With leading scorer Alex Macdonald moving on, the offensive load falls to Christian Tsukamoto, who finished with two goals and eight assists in 19 games. The biggest question offensively for the Paladins is which Chris Paquette shows up in 2022-23? A member of the U SPORTS all-rookie team in 2019-20 with 32 points in 28 games, Paquette notched just six points in 20 games for RMC and zero goals. If the Paladins have any hope of turning around from last season’s disappointment, a lot will rest on the shoulders of Paquette.

Senior Joey May likely takes over as the starter the net, after sharing the crease with Brad Van Schubert in 2021-22. May played 10 games last season (1-8-0, 4.66 GAA, .869 SV%). He will definitely face some competition in Michael Davis. Davis joined RMC from the University of Windsor after sitting out the 2021-2022 season and will provide competition for Joey May, hopefully driving both to improve.

Key Player: Chris Paquette

UQTR Patriotes

The most dominant team in U SPORTS and the OUA, with a goalie that could have very well left university hockey for the pro game.
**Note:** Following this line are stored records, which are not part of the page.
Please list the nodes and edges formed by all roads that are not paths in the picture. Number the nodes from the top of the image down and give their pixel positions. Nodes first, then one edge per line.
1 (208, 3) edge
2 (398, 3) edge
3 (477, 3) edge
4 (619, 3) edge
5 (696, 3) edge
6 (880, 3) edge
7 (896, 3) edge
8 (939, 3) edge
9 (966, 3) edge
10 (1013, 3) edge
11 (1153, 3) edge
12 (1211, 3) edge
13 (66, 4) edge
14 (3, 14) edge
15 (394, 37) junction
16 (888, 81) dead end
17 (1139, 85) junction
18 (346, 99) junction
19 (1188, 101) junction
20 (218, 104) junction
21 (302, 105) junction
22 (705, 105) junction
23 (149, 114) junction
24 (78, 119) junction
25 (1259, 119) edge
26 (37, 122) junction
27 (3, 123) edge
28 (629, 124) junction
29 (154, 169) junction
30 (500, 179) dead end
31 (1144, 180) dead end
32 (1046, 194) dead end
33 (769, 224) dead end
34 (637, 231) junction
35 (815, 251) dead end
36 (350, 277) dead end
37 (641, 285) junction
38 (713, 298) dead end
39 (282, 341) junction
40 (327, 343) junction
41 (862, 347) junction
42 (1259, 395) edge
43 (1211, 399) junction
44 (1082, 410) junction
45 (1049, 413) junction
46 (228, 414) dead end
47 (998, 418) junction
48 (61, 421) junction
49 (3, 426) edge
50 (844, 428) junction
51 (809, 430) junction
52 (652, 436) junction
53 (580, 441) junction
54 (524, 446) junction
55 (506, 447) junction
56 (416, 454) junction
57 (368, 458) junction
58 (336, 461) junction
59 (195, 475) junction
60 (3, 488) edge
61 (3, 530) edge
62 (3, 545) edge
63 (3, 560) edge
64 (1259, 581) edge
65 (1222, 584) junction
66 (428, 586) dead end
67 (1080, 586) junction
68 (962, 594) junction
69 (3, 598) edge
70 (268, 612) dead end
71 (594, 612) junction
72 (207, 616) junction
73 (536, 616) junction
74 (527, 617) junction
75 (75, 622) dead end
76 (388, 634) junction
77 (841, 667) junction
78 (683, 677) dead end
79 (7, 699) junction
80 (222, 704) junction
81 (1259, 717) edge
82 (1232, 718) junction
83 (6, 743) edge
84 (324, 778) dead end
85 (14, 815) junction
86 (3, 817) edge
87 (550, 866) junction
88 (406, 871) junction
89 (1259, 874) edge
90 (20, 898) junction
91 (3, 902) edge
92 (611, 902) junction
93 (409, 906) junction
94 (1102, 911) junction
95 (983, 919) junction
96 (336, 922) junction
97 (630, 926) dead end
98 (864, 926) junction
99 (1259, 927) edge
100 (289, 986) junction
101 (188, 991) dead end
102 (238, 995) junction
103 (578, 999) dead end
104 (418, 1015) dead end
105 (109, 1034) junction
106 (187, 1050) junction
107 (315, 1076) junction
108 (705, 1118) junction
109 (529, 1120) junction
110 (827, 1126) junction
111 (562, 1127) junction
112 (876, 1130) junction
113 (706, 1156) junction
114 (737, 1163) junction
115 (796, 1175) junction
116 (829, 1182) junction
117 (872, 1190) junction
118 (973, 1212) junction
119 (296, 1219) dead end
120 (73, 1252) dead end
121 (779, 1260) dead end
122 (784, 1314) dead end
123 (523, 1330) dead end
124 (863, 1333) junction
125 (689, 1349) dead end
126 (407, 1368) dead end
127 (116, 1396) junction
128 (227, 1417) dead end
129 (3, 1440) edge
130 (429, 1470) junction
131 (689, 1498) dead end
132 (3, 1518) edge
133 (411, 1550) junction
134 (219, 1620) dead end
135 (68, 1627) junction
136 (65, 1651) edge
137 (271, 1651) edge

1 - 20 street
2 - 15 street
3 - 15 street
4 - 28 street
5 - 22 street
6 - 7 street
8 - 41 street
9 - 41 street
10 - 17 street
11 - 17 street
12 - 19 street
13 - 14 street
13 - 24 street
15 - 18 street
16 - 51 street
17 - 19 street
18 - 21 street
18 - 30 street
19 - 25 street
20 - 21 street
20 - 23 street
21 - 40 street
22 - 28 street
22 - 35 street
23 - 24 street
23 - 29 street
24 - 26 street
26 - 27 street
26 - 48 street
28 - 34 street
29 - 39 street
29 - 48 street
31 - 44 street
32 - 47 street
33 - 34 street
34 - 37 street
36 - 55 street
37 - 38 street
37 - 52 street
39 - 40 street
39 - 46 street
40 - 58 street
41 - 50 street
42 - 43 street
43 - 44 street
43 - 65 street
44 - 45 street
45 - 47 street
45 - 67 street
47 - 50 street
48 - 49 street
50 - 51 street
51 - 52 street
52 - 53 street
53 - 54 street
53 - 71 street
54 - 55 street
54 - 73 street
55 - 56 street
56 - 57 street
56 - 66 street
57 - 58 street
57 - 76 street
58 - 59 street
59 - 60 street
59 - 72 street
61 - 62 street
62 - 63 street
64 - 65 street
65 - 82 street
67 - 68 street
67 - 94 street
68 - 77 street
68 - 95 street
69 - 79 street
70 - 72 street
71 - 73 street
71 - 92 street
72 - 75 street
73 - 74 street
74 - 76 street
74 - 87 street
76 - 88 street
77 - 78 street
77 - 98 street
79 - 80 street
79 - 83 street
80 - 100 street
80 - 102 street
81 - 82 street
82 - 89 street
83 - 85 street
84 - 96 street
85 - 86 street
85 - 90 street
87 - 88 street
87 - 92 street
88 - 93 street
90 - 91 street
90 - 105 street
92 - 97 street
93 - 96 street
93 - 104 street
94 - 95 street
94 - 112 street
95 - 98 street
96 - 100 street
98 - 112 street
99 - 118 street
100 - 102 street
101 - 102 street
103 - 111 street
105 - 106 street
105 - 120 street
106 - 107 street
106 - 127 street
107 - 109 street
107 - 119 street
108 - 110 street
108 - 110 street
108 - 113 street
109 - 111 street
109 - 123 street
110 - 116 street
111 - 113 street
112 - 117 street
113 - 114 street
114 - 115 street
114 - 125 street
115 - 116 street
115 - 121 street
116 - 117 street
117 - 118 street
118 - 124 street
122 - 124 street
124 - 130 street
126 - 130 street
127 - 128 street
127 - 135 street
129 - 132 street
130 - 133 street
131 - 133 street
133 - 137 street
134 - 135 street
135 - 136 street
Alexis Gravel and the UQTR Patriotes are the crème of the crop in Canadian university hockey and the favourites to repeat as Queen’s Cup Champions in 2022-23.

While they’ve lost several key contributors from last season’s title-winning team, the additions and holdovers will allow head coach Marc-Ettiene Hubert the chance to run it back for a second year in a row.

Simon LaFrance, who scored the U CUP winning goal against the Alberta Golden Bears, is back for another season as he looks to build on his 20-point OUA campaign. Meanwhile, his brother Felix, who scored 79 points in 48 QMJHL games, joins the program as a freshman.

With the LaFrance brothers up top, alongside Julien Tessier, and a blueline lofted by the dynamism of Justin Bergeron, Felix Boivin, the Patriotes will be an exciting team when breaking out of their zone and setting up attacks.

Meanwhile, the backend is held together by Gravel, who stopped 66 shots in the U CUP final and earned himself a call to the Seattle Kraken’s NHL Prospect Camp alongside top prospects such as Shane Wright. For Gravel, now a year older, the focus will be on maintaining consistency with his .924 save percentage from last season while also avoiding injury.

UQTR’s 20% powerplay may not have been spectacular last season, but they have the qualities to improve that mark, especially with games against some of the weaker sides they didn’t face last season.

With a preseason that featured trouncings of Waterloo and McGill, as well as wins over professional division one clubs in France, the Patriotes are well equipped for another Queen’s and U CUP run this season.